Brendan,
I think that performance of pillow-simd is limited by the read times from the hard disk.
I have seen this happen in case of my cuda as well (it is starved of data at times inspite of having multiple num_workers in play).
jeremy is using a ssd for his data…so the read times are super-fast and hence pillow-simd is effective.
I think it would be interesting to try this idea on mathematics! I don’t think this has been done yet but if I am wrong I would love to read about it. A language model that is capable of completing maths could be useful for many things; classifying correct and incorrect reasoning in human problem solving of for example math questions or accounting and such. I am sure there would be many other creative applications of such a model, and to me, it seems extremely similar to any other language model creation.
Perhaps the same could be done with programming languages. It could be used for refactoring code, making it more readable or even to create documentation of the code. It would even be possible to identify code that is voulnerable to exploitation or bugs and maybe even potentially fix it.
When converting a language model to a classifier model, it seems only weights for tokens in the imdb corpus is loaded:
new_w = np.zeros((vs, em_sz), dtype=np.float32)
for i,w in enumerate(itos):
r = stoi2[w]
new_w[i] = enc_wgts[r] if r>=0 else row_m
wgts['0.encoder.weight'] = T(new_w)
wgts['0.encoder_with_dropout.embed.weight'] = T(np.copy(new_w))
wgts['1.decoder.weight'] = T(np.copy(new_w))
Presumably the wiki model has the larger vocabulary, and this is for the sake of efficiency. But in the subsequent conversion to classifier, the itos from the imdb lm is used:
itos = pickle.load((LM_PATH/'tmp'/'itos.pkl').open('rb'))

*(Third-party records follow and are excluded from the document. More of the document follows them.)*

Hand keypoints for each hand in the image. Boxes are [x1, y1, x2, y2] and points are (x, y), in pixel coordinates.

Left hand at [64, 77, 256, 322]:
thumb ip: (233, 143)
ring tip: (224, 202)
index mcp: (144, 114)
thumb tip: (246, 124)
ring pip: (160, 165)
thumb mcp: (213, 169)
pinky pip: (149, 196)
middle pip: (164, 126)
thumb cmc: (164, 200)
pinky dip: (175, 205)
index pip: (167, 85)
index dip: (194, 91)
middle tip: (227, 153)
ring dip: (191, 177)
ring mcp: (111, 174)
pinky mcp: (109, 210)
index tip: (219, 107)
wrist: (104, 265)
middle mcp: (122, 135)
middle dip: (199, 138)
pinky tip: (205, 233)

stoi = collections.defaultdict(lambda:0, {v:k for k,v in enumerate(itos)})
len(itos)
If the corpus of your classifier has tokens that are not in the lm data, you’d lose these tokens as ‘unknown’.

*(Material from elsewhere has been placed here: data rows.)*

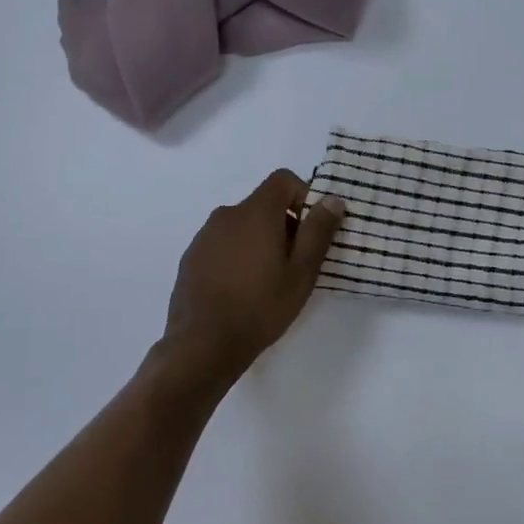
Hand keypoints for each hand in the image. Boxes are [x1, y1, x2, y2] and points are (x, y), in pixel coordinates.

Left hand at [161, 169, 344, 376]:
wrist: (202, 344)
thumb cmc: (260, 306)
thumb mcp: (301, 272)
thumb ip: (318, 231)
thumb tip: (332, 199)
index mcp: (256, 212)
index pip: (283, 179)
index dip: (304, 196)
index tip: (312, 229)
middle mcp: (227, 214)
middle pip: (264, 204)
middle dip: (285, 224)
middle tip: (296, 263)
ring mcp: (205, 236)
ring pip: (243, 226)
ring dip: (260, 241)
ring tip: (268, 280)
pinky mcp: (191, 257)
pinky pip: (223, 244)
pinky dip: (238, 255)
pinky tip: (241, 290)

Wouldn’t it be better to either use all the wiki103 vocabulary weights, or combine the lm and classifier corpuses for training, whichever is possible?
When fine tuning the LM it is said that - “We first tune the last embedding layer so that the missing tokens initialized with mean weights get tuned properly. So we freeze everything except the last layer.”
In the code this is done with the following line of code:
learner.freeze_to(-1)
According to my understanding learner.freeze_to(-1) means unfreezing the top most layer which is not the embeddings layer. The embeddings layer is the bottom most or the first layer so I would expect to see learner.freeze_to(0).